■ WHAT IS EXPECTED:
Out of the records below, copy all lines in which the word "graph" occurs.

Dataset entries:
# # # # #

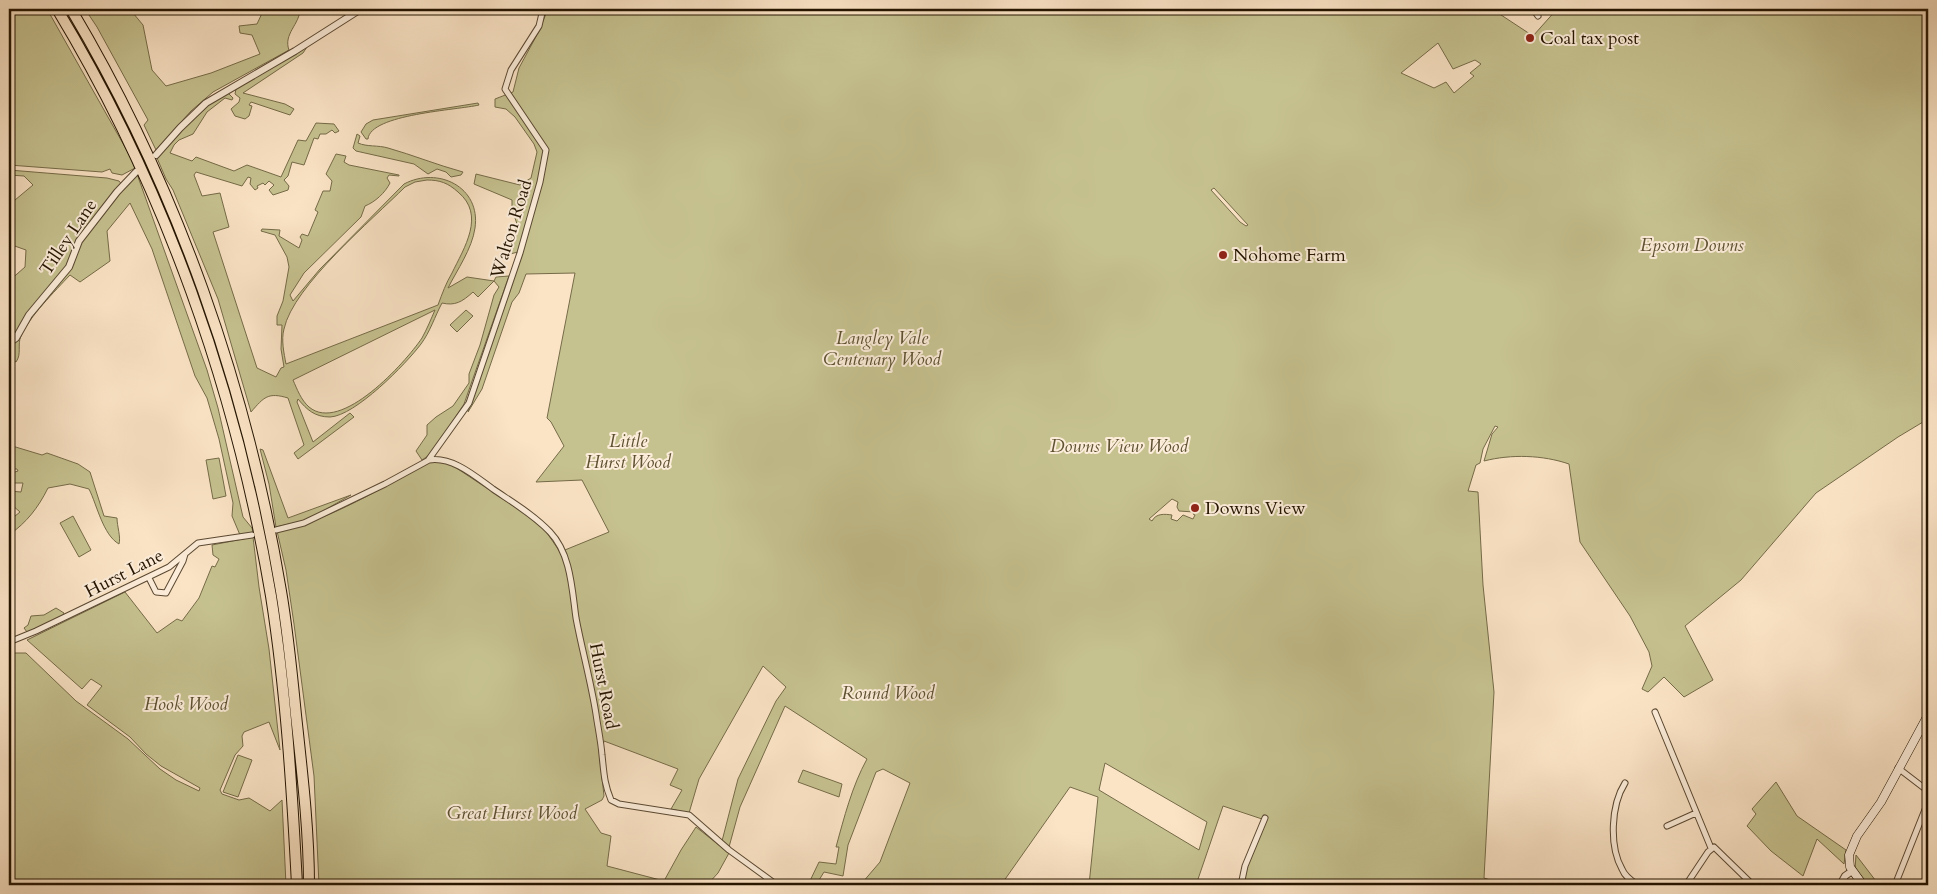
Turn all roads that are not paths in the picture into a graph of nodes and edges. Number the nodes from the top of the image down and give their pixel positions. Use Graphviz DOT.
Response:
graph roads {
  1 [pos="57,9"];
  2 [pos="71,9"];
  3 [pos="361,9"];
  4 [pos="543,9"];
  5 [pos="1533,9"];
  6 [pos="1538,16"];
  7 [pos="156,156"];
  8 [pos="136,172"];
  9 [pos="9,344"];
  10 [pos="439,448"];
  11 [pos="429,460"];
  12 [pos="444,460"];
  13 [pos="276,530"];
  14 [pos="252,535"];
  15 [pos="185,554"];
  16 [pos="149,578"];
  17 [pos="9,642"];
  18 [pos="1655,712"];
  19 [pos="1928,715"];
  20 [pos="1898,768"];
  21 [pos="1626,783"];
  22 [pos="1928,791"];
  23 [pos="1928,802"];
  24 [pos="1696,813"];
  25 [pos="1265,818"];
  26 [pos="1667,826"];
  27 [pos="1711,848"];
  28 [pos="1852,871"];
  29 [pos="297,885"];
  30 [pos="309,885"];
  31 [pos="777,885"];
  32 [pos="1241,885"];
  33 [pos="1638,885"];
  34 [pos="1686,885"];
  35 [pos="1753,885"];
  36 [pos="1840,885"];
  37 [pos="1863,885"];
  38 [pos="1895,885"];
  1 -- 29 [label="highway"];
  2 -- 30 [label="highway"];
  3 -- 7 [label="street"];
  4 -- 10 [label="street, Walton Road"];
  5 -- 6 [label="street"];
  8 -- 9 [label="street, Tilley Lane"];
  10 -- 11 [label="street, Walton Road"];
  10 -- 12 [label="street"];
  11 -- 12 [label="street, Hurst Road"];
  11 -- 13 [label="street"];
  12 -- 31 [label="street, Hurst Road"];
  14 -- 15 [label="street, Hurst Lane"];
  15 -- 16 [label="street, Hurst Lane"];
  15 -- 16 [label="street"];
  16 -- 17 [label="street, Hurst Lane"];
  18 -- 24 [label="street"];
  19 -- 20 [label="main road"];
  20 -- 22 [label="street"];
  20 -- 28 [label="main road"];
  21 -- 33 [label="street"];
  23 -- 38 [label="street"];
  24 -- 26 [label="street"];
  24 -- 27 [label="street"];
  25 -- 32 [label="street"];
  27 -- 34 [label="street"];
  27 -- 35 [label="street"];
  28 -- 36 [label="street"];
  28 -- 37 [label="main road"];
}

# # # # #

■ RESULT BELOW:
Turn all roads that are not paths in the picture into a graph of nodes and edges. Number the nodes from the top of the image down and give their pixel positions. Use Graphviz DOT.
graph roads {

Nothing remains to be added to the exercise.